Give back the records in their entirety, exactly.

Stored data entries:
------------------------------

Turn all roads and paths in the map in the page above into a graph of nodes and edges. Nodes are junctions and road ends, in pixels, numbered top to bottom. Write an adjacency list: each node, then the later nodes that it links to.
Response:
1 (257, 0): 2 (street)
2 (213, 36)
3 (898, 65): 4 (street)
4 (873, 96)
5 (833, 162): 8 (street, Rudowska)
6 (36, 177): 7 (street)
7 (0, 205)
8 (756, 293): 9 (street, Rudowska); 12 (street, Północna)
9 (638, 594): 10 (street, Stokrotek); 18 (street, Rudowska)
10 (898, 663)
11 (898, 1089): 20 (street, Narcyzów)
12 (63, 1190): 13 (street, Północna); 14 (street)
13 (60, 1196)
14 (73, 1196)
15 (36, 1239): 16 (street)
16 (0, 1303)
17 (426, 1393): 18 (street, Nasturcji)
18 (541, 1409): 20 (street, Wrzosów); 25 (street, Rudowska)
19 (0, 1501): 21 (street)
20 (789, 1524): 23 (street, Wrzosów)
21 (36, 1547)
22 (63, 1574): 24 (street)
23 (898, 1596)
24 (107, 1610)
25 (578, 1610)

------------------------------

- YOUR SOLUTION:
Turn all roads and paths in the map in the page above into a graph of nodes and edges. Nodes are junctions and road ends, in pixels, numbered top to bottom. Write an adjacency list: each node, then the later nodes that it links to.
Response:
1 (257, 0): 2 (street)
2 (213, 36)
3 (898, 65): 4 (street)
4 (873, 96)
5 (833, 162): 8 (street, Rudowska)
6 (36, 177): 7 (street)
7 (0, 205)
8 (756, 293): 9 (street, Rudowska); 12 (street, Północna)
9 (638, 594): 10 (street, Stokrotek); 18 (street, Rudowska)
10 (898, 663)
11 (898, 1089): 20 (street, Narcyzów)
12 (63, 1190): 13 (street, Północna); 14 (street)
13 (60, 1196)
14 (73, 1196)
15 (36, 1239): 16 (street)
16 (0, 1303)
17 (426, 1393): 18 (street, Nasturcji)
18 (541, 1409): 20 (street, Wrzosów); 25 (street, Rudowska)
19 (0, 1501): 21 (street)
20 (789, 1524): 23 (street, Wrzosów)
21 (36, 1547)
22 (63, 1574): 24 (street)
23 (898, 1596)
24 (107, 1610)
25 (578, 1610)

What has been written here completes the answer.